While prior authorizations are pursued at the front-end for almost all planned medical services, there has also been a steep increase in denial of payment for services at the inpatient level for both planned and unplanned hospital admissions either by labeling hospital admissions as observation status or outpatient status.

As a result, hospitals, physicians, and other related health care centers are scrambling to find the right balance between devoting time for patient care and coping with the increasing administrative burden of appealing prior authorizations and denials. Some of the major insurance companies and their contracted subsidiaries require physicians to follow their guidelines when ordering outpatient tests or administering treatment for patients. For example, to order an outpatient stress echocardiogram, a cardiologist has to rely on the guidelines put out by insurance companies rather than widely accepted, evidence-based guidelines promulgated by the American College of Cardiology (ACC), the American Heart Association (AHA) and other agencies.
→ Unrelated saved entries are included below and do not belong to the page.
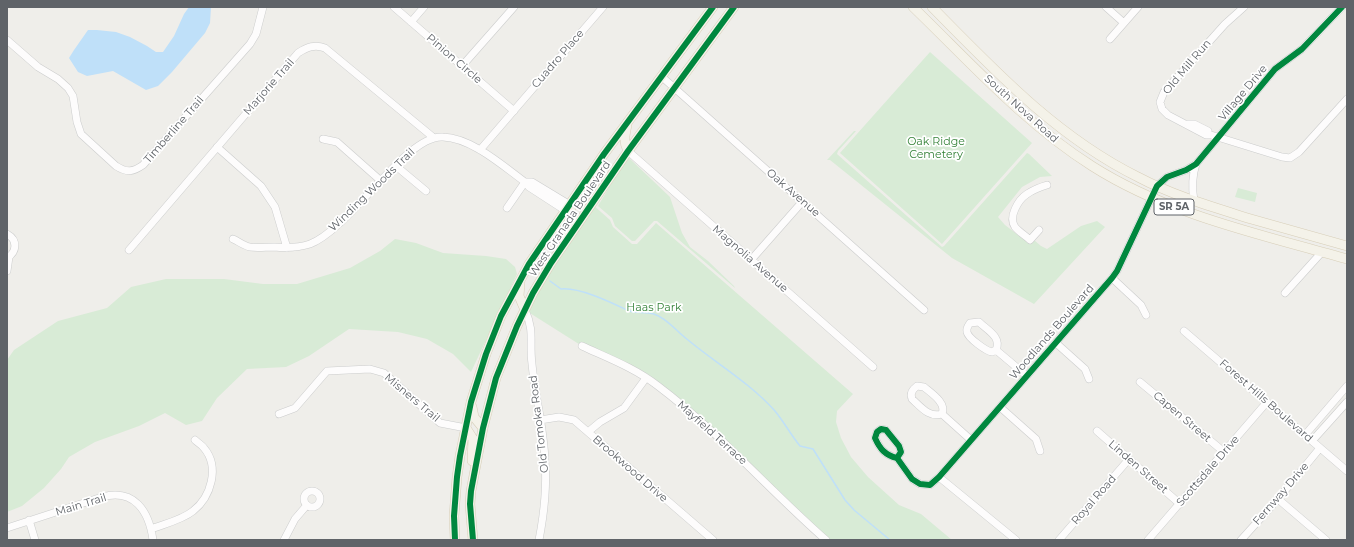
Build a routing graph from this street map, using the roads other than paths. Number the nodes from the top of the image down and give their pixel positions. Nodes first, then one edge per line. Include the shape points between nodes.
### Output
1 (263, 7) edge
2 (394, 7) edge
3 (424, 7) edge
4 (514, 7) edge
5 (603, 7) edge
6 (713, 7) edge
7 (734, 7) edge
8 (913, 7) edge
9 (926, 7) edge
10 (1106, 7) edge
11 (1138, 7) edge
12 (1244, 7) edge
13 (1342, 7) edge
14 (935, 10) edge
15 (411, 22) junction
16 (1124, 23) junction
17 (1110, 39) dead end
18 (7, 40) edge
19 (462, 66) junction
20 (661, 76) junction
21 (674, 88) junction
22 (1347, 99) edge
23 (1030, 104) junction
24 (514, 111) junction
25 (1022, 113) junction
26 (628, 121) junction
27 (1214, 137) junction
28 (434, 138) junction
29 (323, 139) dead end
30 (217, 147) junction
31 (480, 150) junction
32 (628, 151) junction
33 (1196, 164) junction
34 (396, 166) junction
35 (382, 181) junction
36 (526, 182) junction
37 (1047, 185) dead end
38 (1157, 186) junction
39 (426, 191) dead end
40 (1152, 197) junction
41 (803, 201) junction
42 (1194, 201) junction
43 (507, 208) dead end
44 (568, 208) junction
45 (1039, 230) dead end
46 (7, 234) edge
47 (233, 239) dead end
48 (568, 239) junction
49 (1344, 246) edge
50 (287, 248) junction
51 (128, 250) dead end
52 (1322, 252) junction
53 (8, 258) edge
54 (1347, 259) edge
55 (751, 260) junction
56 (7, 271) edge
57 (1112, 278) junction
58 (520, 280) junction
59 (1285, 293) dead end
60 (525, 310) junction
61 (924, 310) dead end
62 (1146, 315) dead end
63 (1184, 331) dead end
64 (1056, 343) junction
65 (582, 346) dead end
66 (996, 350) junction
67 (873, 367) dead end
68 (1027, 376) junction
69 (646, 378) junction
70 (1089, 379) dead end
71 (1140, 382) dead end
72 (1347, 386) edge
73 (471, 402) junction
74 (1267, 402) junction
75 (1347, 402) edge
76 (1000, 407) junction
77 (279, 414) dead end
78 (942, 414) junction
79 (540, 420) junction
80 (466, 428) junction
81 (483, 428) junction
82 (1097, 431) dead end
83 (588, 432) junction
84 (1306, 435) junction
85 (195, 440) dead end
86 (971, 440) junction
87 (1312, 441) junction
88 (1320, 448) junction
89 (1040, 451) dead end
90 (1224, 452) junction
91 (897, 458) dead end
92 (1129, 459) junction
93 (1347, 471) edge
94 (939, 477) junction
95 (471, 491) junction
96 (1278, 499) junction
97 (1180, 504) junction
98 (307, 505) dead end
99 (29, 520) junction
100 (7, 528) edge
101 (151, 529) junction
102 (35, 540) edge
103 (154, 540) edge
104 (284, 540) edge
105 (455, 540) edge
106 (473, 540) edge
107 (539, 540) edge
108 (713, 540) edge
109 (826, 540) edge
110 (1016, 540) edge
111 (1059, 540) edge
112 (1148, 540) edge
113 (1241, 540) edge
114 (1326, 540) edge

1 - 18 street, Timberline Trail via 256,34 250,44 144,166 129,172 116,166 81,134 73,96 68,88 38,67
2 - 15 street, Pinion Circle
3 - 15 street
4 - 19 street
5 - 24 street, Cuadro Place
6 - 20 main road, West Granada Boulevard
7 - 21 main road, West Granada Boulevard
8 - 25 main road, South Nova Road / SR 5A
9 - 14 main road, South Nova Road
10 - 16 street
11 - 16 street
12 - 27 street, Old Mill Run via 1164,92 1160,102 1168,115 1194,124
13 - 27 street, Village Drive via 1302,49 1275,69
14 - 23 main road, South Nova Road / SR 5A
15 - 19 street, Pinion Circle
16 - 17 street
19 - 24 street, Pinion Circle
20 - 21 street, Oak Avenue
20 - 26 main road, West Granada Boulevard
21 - 32 main road, West Granada Boulevard
21 - 41 street, Oak Avenue
22 - 27 street, Old Mill Run via 1299,152 1290,158
23 - 25 street
23 - 38 main road, South Nova Road / SR 5A via 1090,150
24 - 31 street, Cuadro Place
25 - 40 main road, South Nova Road / SR 5A via 1058,143 1092,166
26 - 32 main road via 624,138
26 - 44 main road, West Granada Boulevard
27 - 33 street, Village Drive
28 - 30 street, Marjorie Trail via 325,48 318,45 304,48 298,53
28 - 31 street via 443,136 462,141
28 - 34 street, Winding Woods Trail via 410,152
29 - 35 street via 337,142
30 - 50 street via 261,186 275,207
30 - 51 street, Marjorie Trail
31 - 36 street
32 - 48 main road, West Granada Boulevard
32 - 55 street, Magnolia Avenue
33 - 38 street, Village Drive via 1167,178
33 - 42 street via 1193,176
34 - 35 street, Winding Woods Trail
34 - 39 street
35 - 50 street, Winding Woods Trail via 329,232 312,243
36 - 43 street
36 - 44 street via 532,182
37 - 45 street via 1025,195 1014,209 1012,219 1015,227 1030,240
38 - 40 street, Woodlands Boulevard
38 - 42 main road, South Nova Road / SR 5A
40 - 52 main road, South Nova Road / SR 5A via 1205,218
40 - 57 street, Woodlands Boulevard
41 - 55 street
41 - 61 street, Oak Avenue
42 - 49 main road, South Nova Road / SR 5A
44 - 48 main road via 572,221
44 - 58 main road, West Granada Boulevard
46 - 53 street via 15,243 14,251
47 - 50 street, Winding Woods Trail via 248,246
48 - 60 main road, West Granada Boulevard via 545,273
49 - 52 main road
52 - 54 main road, South Nova Road / SR 5A
52 - 59 street
53 - 56 street
55 - 67 street, Magnolia Avenue
57 - 62 street via 1141,305
57 - 64 street, Woodlands Boulevard
58 - 60 main road via 519,296
58 - 73 main road, West Granada Boulevard via 501,316
60 - 79 street, Old Tomoka Road via 532,328 532,363
60 - 81 main road, West Granada Boulevard via 502,361
63 - 74 street, Forest Hills Boulevard
64 - 68 street, Woodlands Boulevard
64 - 70 street via 1085,369
65 - 69 street, Mayfield Terrace
66 - 66 street via 997,338 978,322 970,323 967,335 985,350
66 - 68 street
68 - 76 street, Woodlands Boulevard
69 - 83 street via 624,408
69 - 109 street, Mayfield Terrace via 708,428
71 - 90 street, Capen Street
72 - 84 street
73 - 80 main road, West Granada Boulevard
73 - 81 main road via 474,417
74 - 84 street, Forest Hills Boulevard
74 - 90 street, Scottsdale Drive
75 - 87 street
76 - 86 street, Woodlands Boulevard
76 - 89 street via 1036,439
77 - 80 street, Misners Trail via 295,408 327,371 370,369 384,373 440,423
78 - 78 street via 940,400 924,387 917,386 913,390 912,399 929,414
78 - 86 street
79 - 83 street, Brookwood Drive via 574,420
79 - 107 street, Old Tomoka Road via 546,480
80 - 95 main road via 473,439
80 - 105 main road, West Granada Boulevard via 457,476
81 - 95 main road, West Granada Boulevard
82 - 92 street, Linden Street
83 - 108 street, Brookwood Drive
84 - 87 street, Forest Hills Boulevard
85 - 101 street via 210,458 211,485 206,498 193,512
86 - 94 street, Woodlands Boulevard
87 - 88 street, Forest Hills Boulevard
88 - 93 street, Forest Hills Boulevard
88 - 96 street, Fernway Drive
90 - 97 street, Scottsdale Drive
91 - 94 street via 912,479 920,484 930,485
92 - 97 street, Linden Street
92 - 111 street, Royal Road
94 - 110 street
95 - 106 main road, West Granada Boulevard
96 - 113 street, Fernway Drive
96 - 114 street
97 - 112 street, Scottsdale Drive
98 - 104 street via 295,519
99 - 100 street, Main Trail
99 - 101 street, Main Trail via 116,495 127,497 140,505
99 - 102 street
101 - 103 street, Main Trail

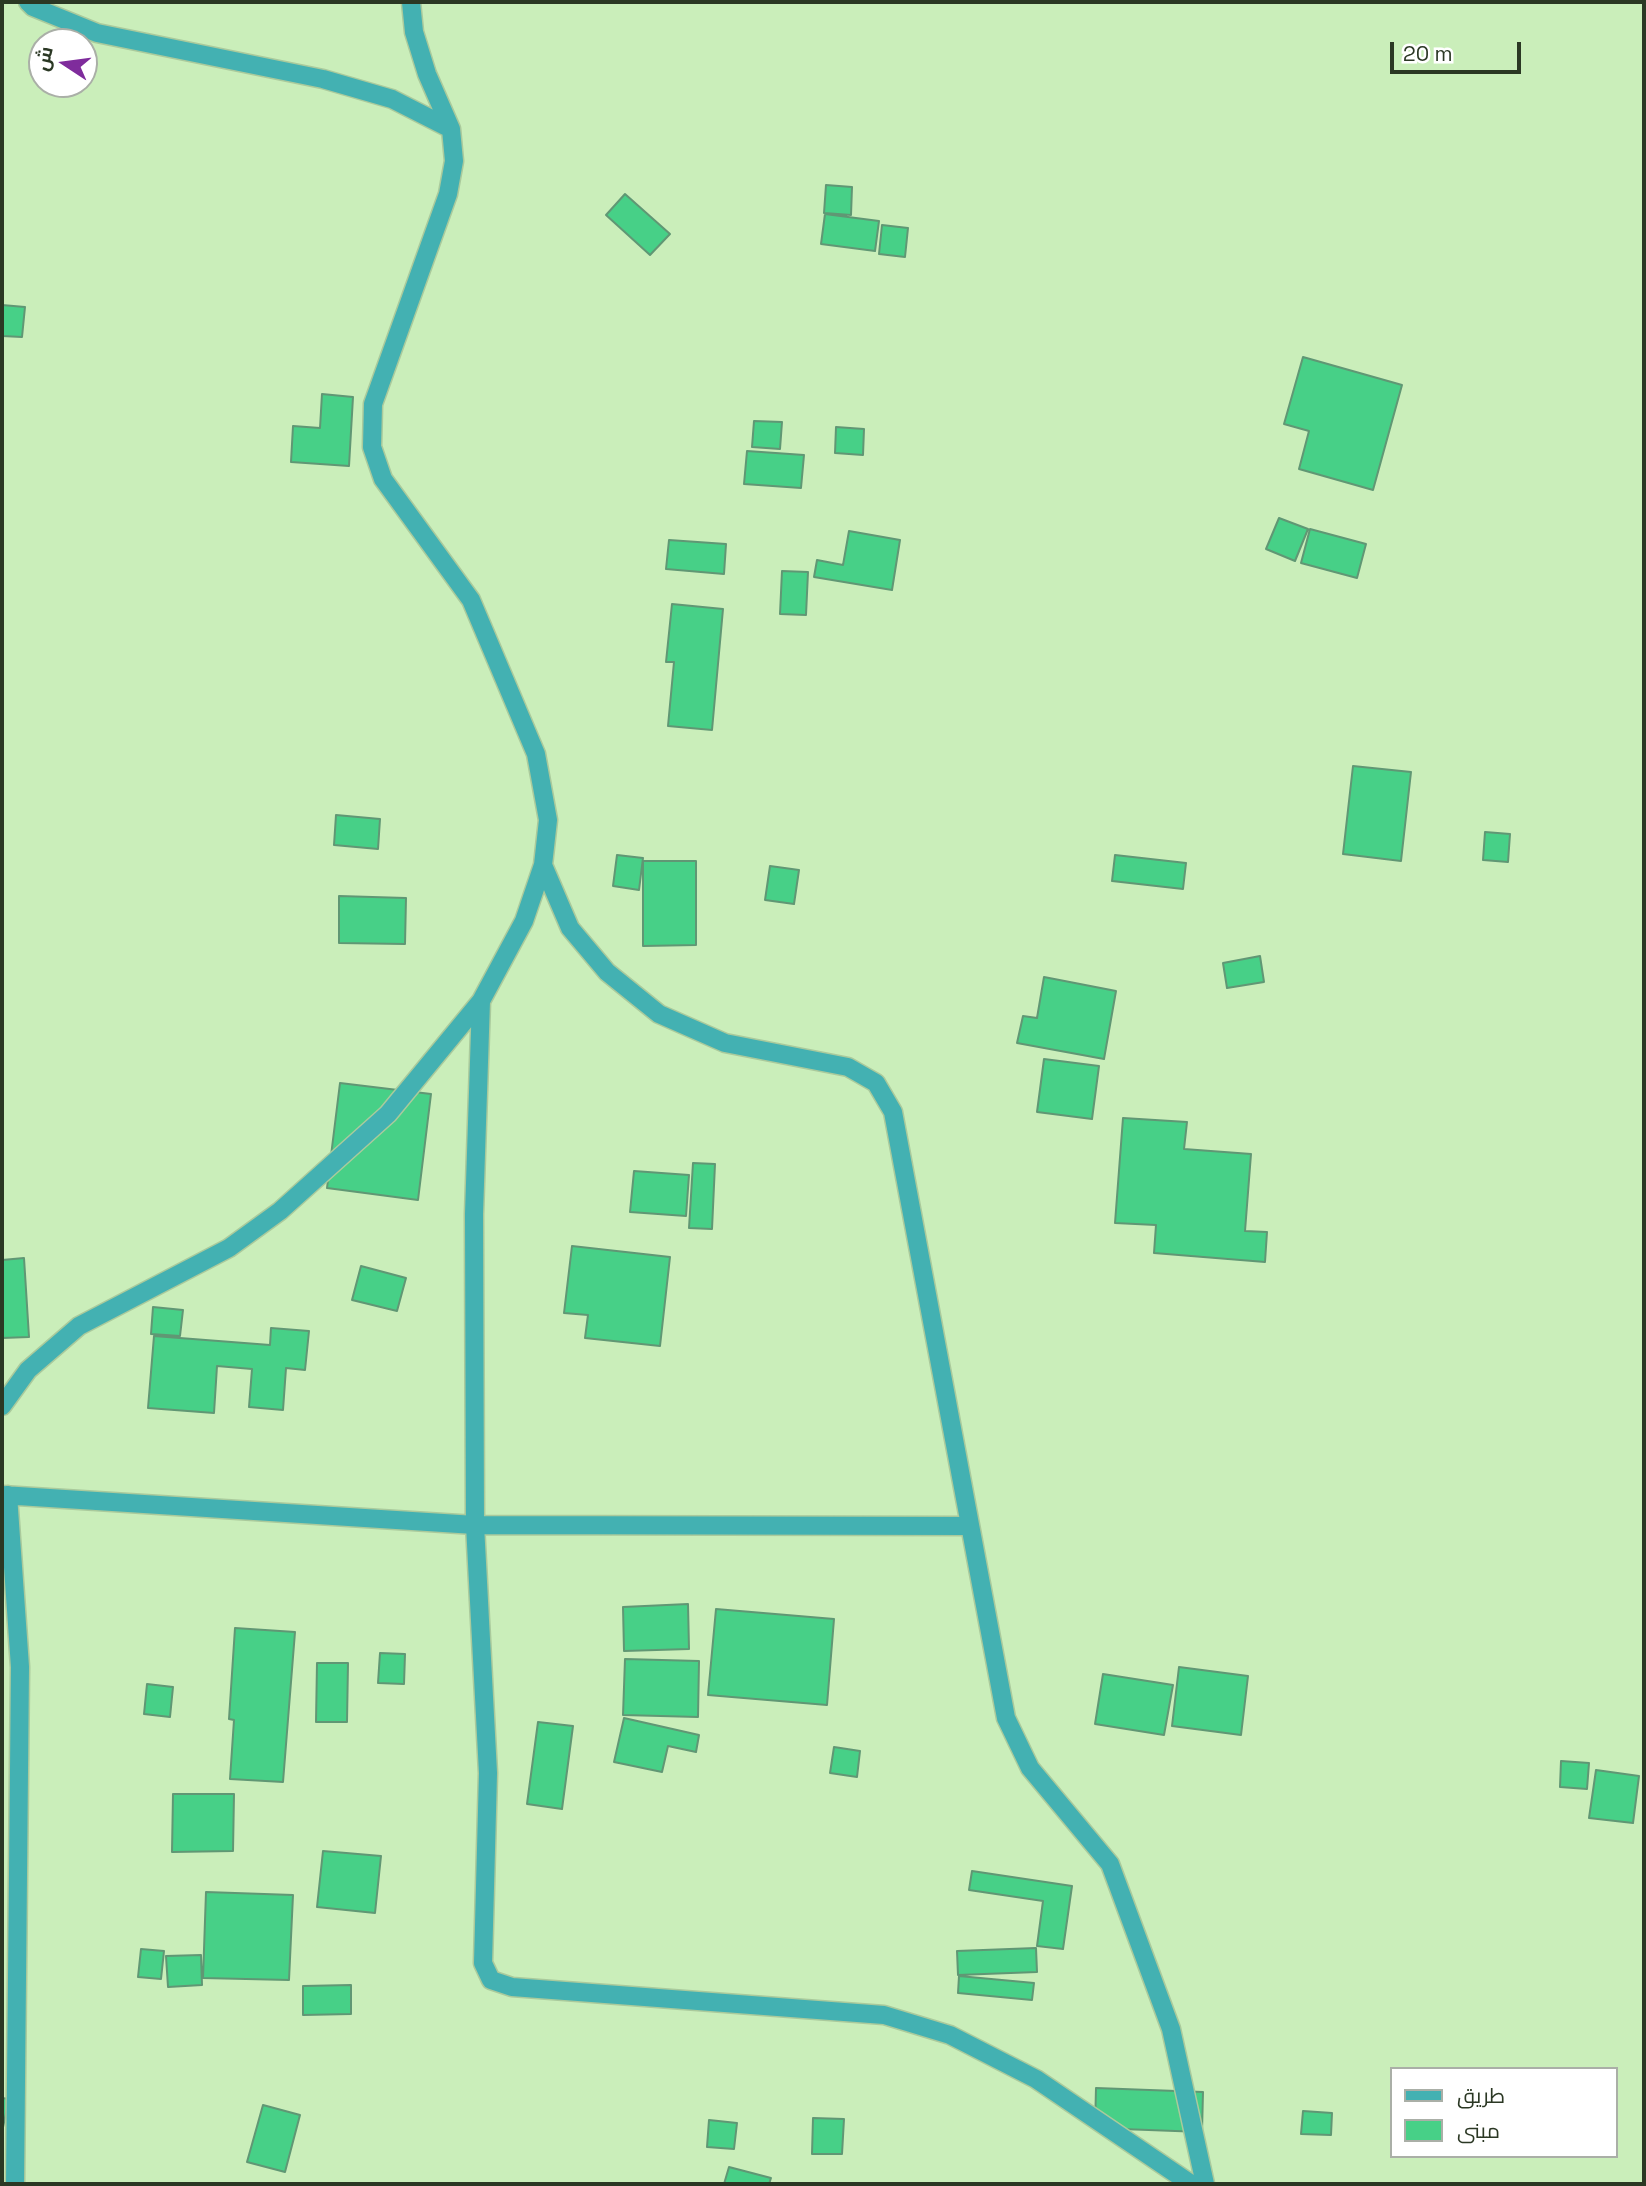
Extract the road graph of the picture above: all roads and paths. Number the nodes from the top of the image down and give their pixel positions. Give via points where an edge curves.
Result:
1 (28, 2) edge
2 (411, 2) edge
3 (451, 130) junction
4 (543, 865) junction
5 (481, 1001) junction
6 (2, 1406) edge
7 (5, 1495) edge
8 (475, 1525) junction
9 (970, 1526) junction
10 (15, 2184) edge
11 (1191, 2184) edge
12 (1205, 2184) edge

1 - 3 street via 97,33 323,79 392,99
2 - 3 street via 414,32 427,74
3 - 4 street via 454,161 448,194 373,404 372,447 383,479 471,600 536,754 548,820
4 - 5 street via 524,921
4 - 9 street via 570,928 607,972 659,1014 725,1043 848,1068 876,1083 893,1112
5 - 6 street via 388,1114 280,1212 229,1248 79,1326 28,1370
5 - 8 street via 474,1214
7 - 8 street
7 - 10 street via 20,1667
8 - 9 street
8 - 11 street via 488,1773 483,1963 491,1980 512,1987 884,2015 950,2035 1037,2079
9 - 12 street via 1006,1718 1030,1768 1111,1864 1171,2029

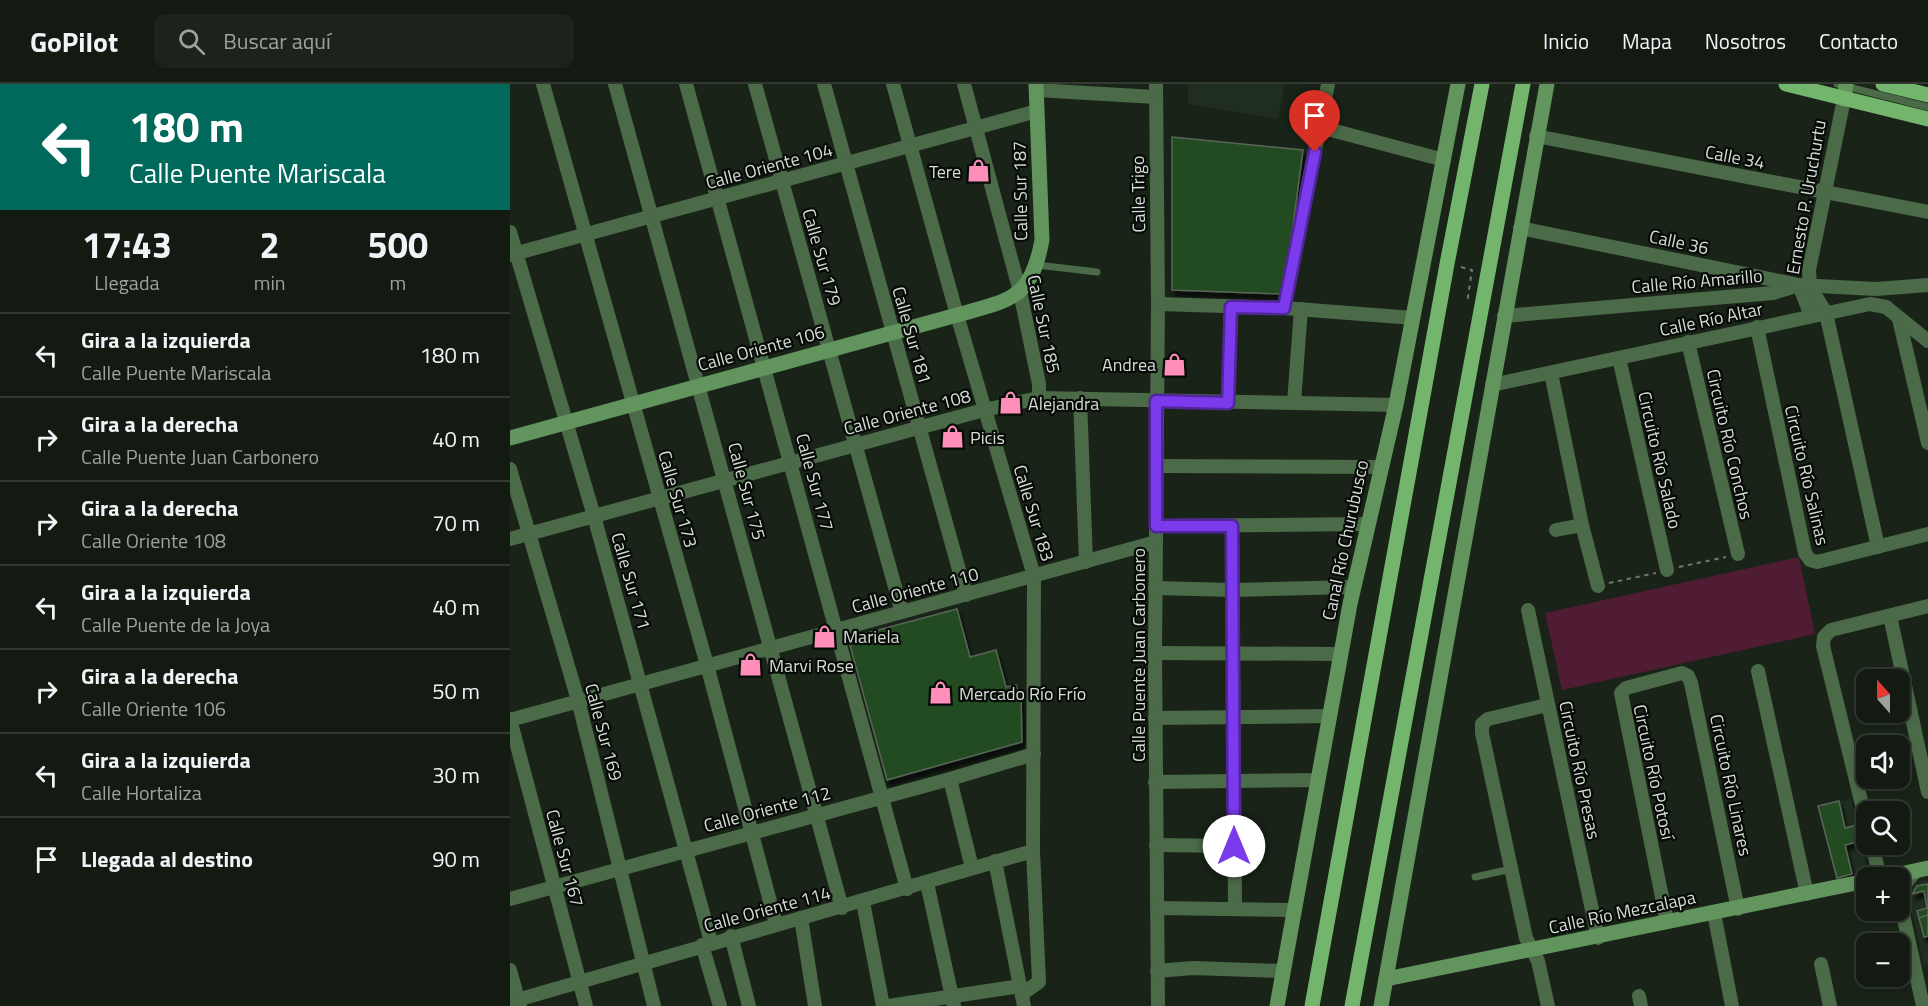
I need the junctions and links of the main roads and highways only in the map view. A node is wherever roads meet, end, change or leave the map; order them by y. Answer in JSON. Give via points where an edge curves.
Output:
{"nodes":[{"id":1,"x":1482,"y":84,"type":"edge"},
{"id":2,"x":1523,"y":84,"type":"edge"},
{"id":3,"x":1786,"y":84,"type":"edge"},
{"id":4,"x":1883,"y":84,"type":"edge"},
{"id":5,"x":1843,"y":88,"type":"edge"},
{"id":6,"x":1928,"y":94,"type":"edge"},
{"id":7,"x":1928,"y":119,"type":"edge"},
{"id":8,"x":1312,"y":1006,"type":"edge"},
{"id":9,"x":1352,"y":1006,"type":"edge"}],
"edges":[{"from":1,"to":8,"type":"main road"},
{"from":2,"to":9,"type":"main road"},
{"from":3,"to":5,"type":"main road"},
{"from":4,"to":6,"type":"main road"},
{"from":5,"to":7,"type":"main road"}]}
While numerous studies suggest that these guidelines are largely expert opinion/authority-based, there is also an acknowledgment that prescribing physicians will consider individual patient factors in determining the right test or treatment and may not necessarily confine themselves strictly to the guidelines. Furthermore, the process of guideline development and financial conflicts of interests are explicitly outlined in most nationally accepted guidelines. But insurance company-based specialty guidelines are largely developed by a select group of physicians in the respective specialty, working for the same insurance company or their subsidiary. Neither the process of guideline development nor the financial conflicts of interest are outlined on their website. Additionally, it is unclear if prior authorization is reviewed by insurance company physicians with a medical license from the same state as the patient.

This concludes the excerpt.